Problem to work on:
I need the number of lines in the data that contain the word "paths", and nothing beyond it.
Data to use Start Marker
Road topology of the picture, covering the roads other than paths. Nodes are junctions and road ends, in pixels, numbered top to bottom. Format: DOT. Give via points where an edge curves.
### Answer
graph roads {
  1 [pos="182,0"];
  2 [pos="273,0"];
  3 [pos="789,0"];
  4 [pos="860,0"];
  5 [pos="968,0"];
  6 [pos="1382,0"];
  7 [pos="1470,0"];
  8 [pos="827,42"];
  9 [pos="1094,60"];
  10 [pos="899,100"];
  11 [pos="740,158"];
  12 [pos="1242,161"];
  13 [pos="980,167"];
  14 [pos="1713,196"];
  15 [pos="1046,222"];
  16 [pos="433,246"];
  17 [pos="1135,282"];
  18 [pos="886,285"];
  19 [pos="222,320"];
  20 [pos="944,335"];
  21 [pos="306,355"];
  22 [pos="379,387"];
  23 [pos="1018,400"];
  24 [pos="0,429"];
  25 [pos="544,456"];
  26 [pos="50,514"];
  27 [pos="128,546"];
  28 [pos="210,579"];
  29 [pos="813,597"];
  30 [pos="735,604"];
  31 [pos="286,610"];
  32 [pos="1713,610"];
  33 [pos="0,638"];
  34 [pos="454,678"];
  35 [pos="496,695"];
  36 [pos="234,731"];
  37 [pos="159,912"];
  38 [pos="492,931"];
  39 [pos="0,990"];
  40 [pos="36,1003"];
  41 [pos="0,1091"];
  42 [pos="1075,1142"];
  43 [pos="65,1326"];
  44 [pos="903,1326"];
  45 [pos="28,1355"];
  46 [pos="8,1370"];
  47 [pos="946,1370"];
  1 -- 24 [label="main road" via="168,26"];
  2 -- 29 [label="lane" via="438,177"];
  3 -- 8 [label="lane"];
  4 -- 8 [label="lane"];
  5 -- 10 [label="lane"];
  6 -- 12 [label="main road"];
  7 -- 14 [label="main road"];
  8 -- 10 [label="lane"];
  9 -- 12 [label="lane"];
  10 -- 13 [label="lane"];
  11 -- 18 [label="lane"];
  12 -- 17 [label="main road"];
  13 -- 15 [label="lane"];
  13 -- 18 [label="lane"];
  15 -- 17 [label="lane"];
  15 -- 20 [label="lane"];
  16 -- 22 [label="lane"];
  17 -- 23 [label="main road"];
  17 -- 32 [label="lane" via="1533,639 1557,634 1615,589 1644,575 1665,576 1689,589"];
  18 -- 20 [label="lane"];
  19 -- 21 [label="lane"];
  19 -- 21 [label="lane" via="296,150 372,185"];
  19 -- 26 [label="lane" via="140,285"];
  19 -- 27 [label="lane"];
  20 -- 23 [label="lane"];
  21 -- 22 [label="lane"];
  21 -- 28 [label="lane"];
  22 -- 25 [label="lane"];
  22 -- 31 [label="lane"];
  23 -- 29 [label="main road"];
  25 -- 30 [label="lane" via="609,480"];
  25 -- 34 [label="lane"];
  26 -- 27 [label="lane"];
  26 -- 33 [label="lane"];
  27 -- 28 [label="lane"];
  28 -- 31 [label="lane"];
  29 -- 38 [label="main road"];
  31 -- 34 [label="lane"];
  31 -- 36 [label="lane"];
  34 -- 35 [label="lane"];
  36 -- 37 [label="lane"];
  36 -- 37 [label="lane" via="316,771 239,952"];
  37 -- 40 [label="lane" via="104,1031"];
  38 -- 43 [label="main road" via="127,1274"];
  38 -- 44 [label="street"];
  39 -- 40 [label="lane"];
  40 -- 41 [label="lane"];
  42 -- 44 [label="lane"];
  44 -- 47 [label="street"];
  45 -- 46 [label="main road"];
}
Data to use End Marker
Data to use Start Marker
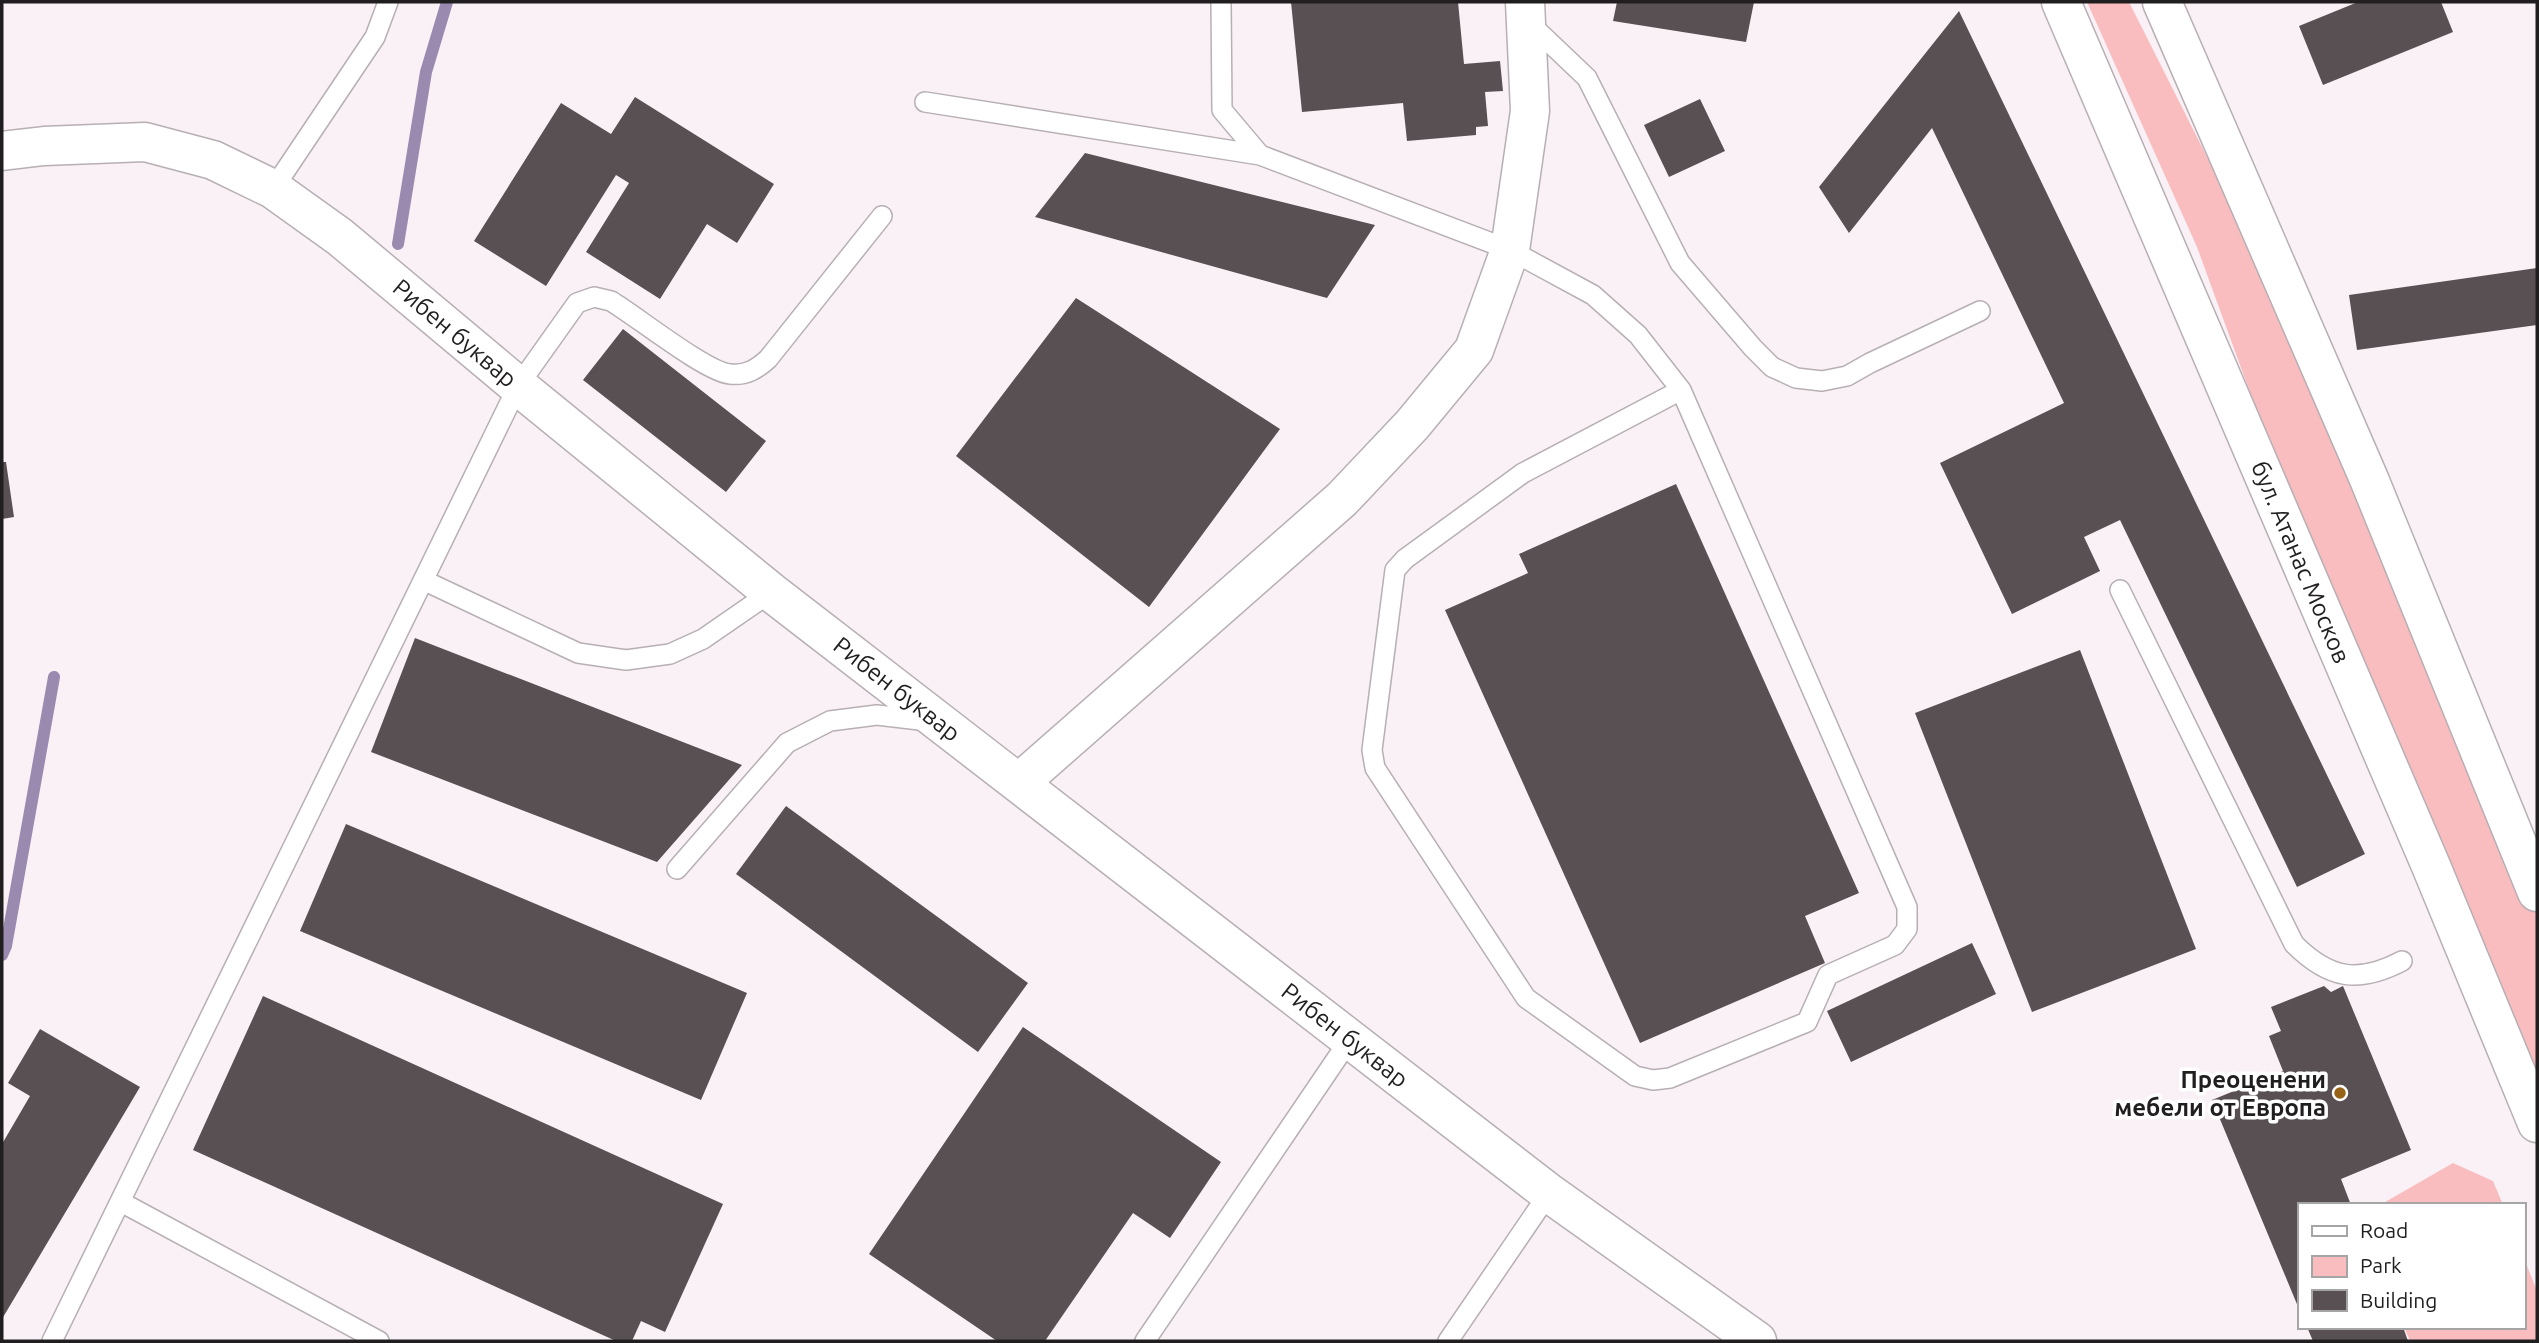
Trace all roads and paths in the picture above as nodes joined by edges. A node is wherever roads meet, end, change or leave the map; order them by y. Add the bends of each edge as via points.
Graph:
Data to use End Marker
Data to use Start Marker
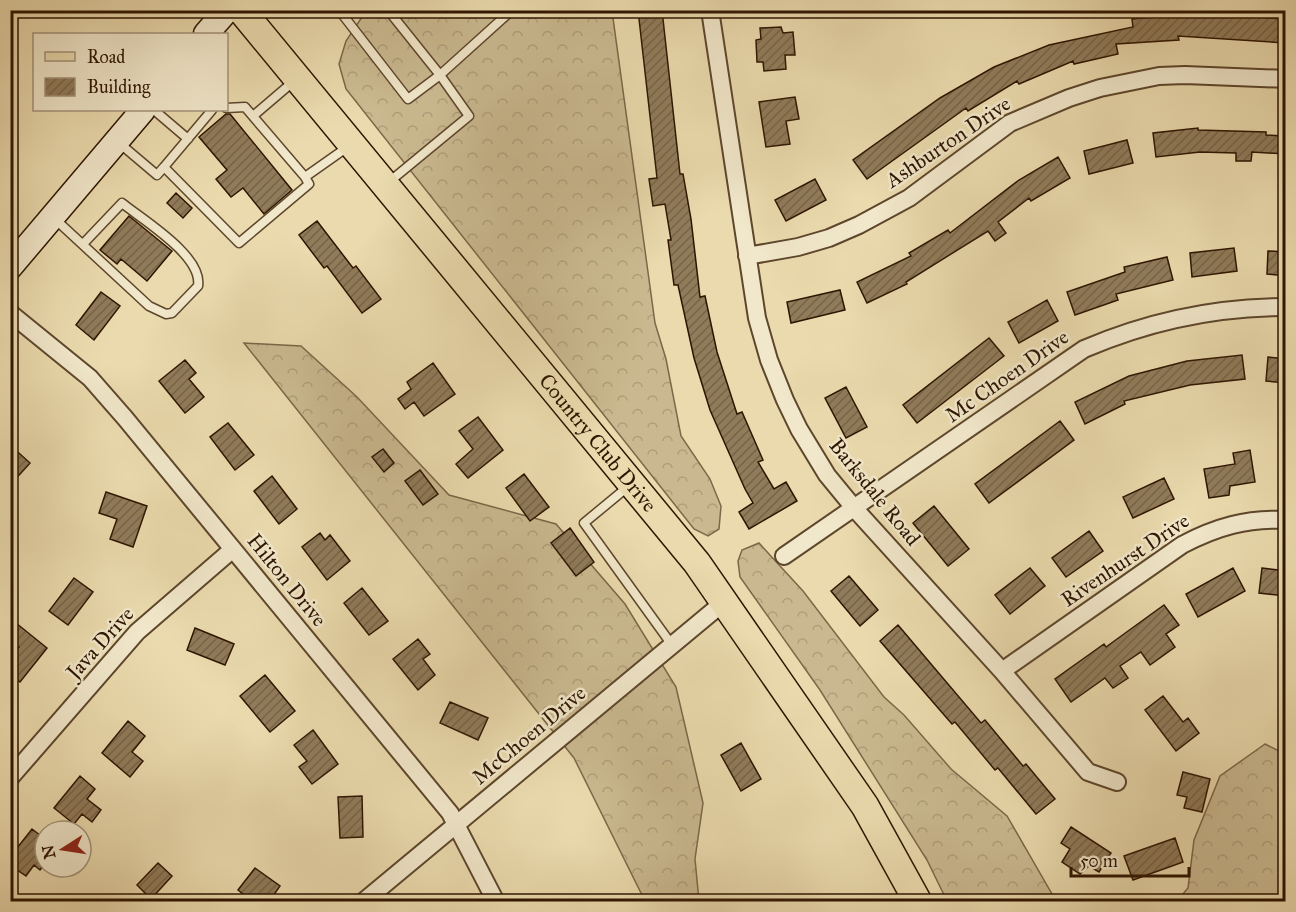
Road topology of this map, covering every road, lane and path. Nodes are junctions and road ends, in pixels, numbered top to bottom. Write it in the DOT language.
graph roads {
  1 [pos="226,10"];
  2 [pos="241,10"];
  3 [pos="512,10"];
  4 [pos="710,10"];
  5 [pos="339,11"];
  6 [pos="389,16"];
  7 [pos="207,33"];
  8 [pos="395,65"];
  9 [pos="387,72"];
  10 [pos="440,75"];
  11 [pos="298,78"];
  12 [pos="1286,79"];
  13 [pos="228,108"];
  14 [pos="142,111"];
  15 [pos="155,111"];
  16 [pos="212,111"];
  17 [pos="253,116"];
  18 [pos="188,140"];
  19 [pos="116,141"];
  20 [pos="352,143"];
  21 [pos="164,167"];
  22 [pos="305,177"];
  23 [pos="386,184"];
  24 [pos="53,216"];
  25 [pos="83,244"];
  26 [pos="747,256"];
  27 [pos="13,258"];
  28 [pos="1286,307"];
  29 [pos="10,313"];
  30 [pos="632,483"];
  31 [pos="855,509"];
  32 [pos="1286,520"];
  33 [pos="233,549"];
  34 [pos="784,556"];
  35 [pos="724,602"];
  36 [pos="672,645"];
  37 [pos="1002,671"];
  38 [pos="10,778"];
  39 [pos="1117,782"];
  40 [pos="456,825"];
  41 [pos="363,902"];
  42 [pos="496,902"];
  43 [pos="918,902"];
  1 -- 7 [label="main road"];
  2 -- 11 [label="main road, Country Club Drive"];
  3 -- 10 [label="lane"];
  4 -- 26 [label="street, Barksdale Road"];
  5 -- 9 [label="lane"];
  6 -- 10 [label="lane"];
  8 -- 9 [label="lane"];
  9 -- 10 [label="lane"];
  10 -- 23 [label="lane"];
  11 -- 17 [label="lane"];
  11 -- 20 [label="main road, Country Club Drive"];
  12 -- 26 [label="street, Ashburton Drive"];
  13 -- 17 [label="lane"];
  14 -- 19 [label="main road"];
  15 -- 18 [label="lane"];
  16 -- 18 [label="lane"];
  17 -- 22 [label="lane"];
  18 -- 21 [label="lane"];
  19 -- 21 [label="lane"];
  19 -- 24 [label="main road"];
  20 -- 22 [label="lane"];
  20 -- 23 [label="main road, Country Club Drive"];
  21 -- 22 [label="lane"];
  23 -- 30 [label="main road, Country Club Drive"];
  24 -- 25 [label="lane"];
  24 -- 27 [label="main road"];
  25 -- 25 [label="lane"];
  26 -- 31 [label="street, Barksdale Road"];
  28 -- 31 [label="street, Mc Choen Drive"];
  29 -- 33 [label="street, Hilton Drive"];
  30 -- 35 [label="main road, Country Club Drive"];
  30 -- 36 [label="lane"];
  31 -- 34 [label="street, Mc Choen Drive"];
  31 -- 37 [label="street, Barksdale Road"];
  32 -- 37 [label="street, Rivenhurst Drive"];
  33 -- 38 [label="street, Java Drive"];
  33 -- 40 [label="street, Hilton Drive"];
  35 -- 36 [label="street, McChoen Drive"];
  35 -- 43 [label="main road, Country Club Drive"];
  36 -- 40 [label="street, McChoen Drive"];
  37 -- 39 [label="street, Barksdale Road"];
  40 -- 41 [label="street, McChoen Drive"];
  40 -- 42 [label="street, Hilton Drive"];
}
Data to use End Marker
Answer to the problem:
2